What you have to do:
Starting at the top line, return each entry word for word.

Segment Start: Data extracts

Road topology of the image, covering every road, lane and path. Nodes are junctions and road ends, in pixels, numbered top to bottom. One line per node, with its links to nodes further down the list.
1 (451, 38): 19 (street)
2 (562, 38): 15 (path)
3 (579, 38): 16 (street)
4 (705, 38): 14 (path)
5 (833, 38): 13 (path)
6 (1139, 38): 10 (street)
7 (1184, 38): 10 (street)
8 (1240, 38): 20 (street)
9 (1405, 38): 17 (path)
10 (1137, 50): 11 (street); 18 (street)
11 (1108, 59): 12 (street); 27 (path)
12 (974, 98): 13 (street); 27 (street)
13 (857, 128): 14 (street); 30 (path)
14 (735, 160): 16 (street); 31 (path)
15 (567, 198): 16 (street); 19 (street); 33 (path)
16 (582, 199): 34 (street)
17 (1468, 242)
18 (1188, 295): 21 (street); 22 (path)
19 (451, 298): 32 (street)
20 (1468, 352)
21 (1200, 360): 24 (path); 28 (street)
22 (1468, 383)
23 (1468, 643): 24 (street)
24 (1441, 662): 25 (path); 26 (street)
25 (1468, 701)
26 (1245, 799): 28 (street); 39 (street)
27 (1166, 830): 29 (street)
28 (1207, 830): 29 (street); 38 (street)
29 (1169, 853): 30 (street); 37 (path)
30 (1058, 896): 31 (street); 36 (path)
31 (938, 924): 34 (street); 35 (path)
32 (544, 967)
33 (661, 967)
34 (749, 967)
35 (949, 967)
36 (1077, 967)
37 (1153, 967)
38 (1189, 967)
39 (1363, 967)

Segment End: Data extracts

Response area:
Road topology of the image, covering every road, lane and path. Nodes are junctions and road ends, in pixels, numbered top to bottom. One line per node, with its links to nodes further down the list.
1 (451, 38): 19 (street)
2 (562, 38): 15 (path)
3 (579, 38): 16 (street)
4 (705, 38): 14 (path)
5 (833, 38): 13 (path)
6 (1139, 38): 10 (street)
7 (1184, 38): 10 (street)
8 (1240, 38): 20 (street)
9 (1405, 38): 17 (path)
10 (1137, 50): 11 (street); 18 (street)
11 (1108, 59): 12 (street); 27 (path)
12 (974, 98): 13 (street); 27 (street)
13 (857, 128): 14 (street); 30 (path)
14 (735, 160): 16 (street); 31 (path)
15 (567, 198): 16 (street); 19 (street); 33 (path)
16 (582, 199): 34 (street)
17 (1468, 242)
18 (1188, 295): 21 (street); 22 (path)
19 (451, 298): 32 (street)
20 (1468, 352)
21 (1200, 360): 24 (path); 28 (street)
22 (1468, 383)
23 (1468, 643): 24 (street)
24 (1441, 662): 25 (path); 26 (street)
25 (1468, 701)
26 (1245, 799): 28 (street); 39 (street)
27 (1166, 830): 29 (street)
28 (1207, 830): 29 (street); 38 (street)
29 (1169, 853): 30 (street); 37 (path)
30 (1058, 896): 31 (street); 36 (path)
31 (938, 924): 34 (street); 35 (path)
32 (544, 967)
33 (661, 967)
34 (749, 967)
35 (949, 967)
36 (1077, 967)
37 (1153, 967)
38 (1189, 967)
39 (1363, 967)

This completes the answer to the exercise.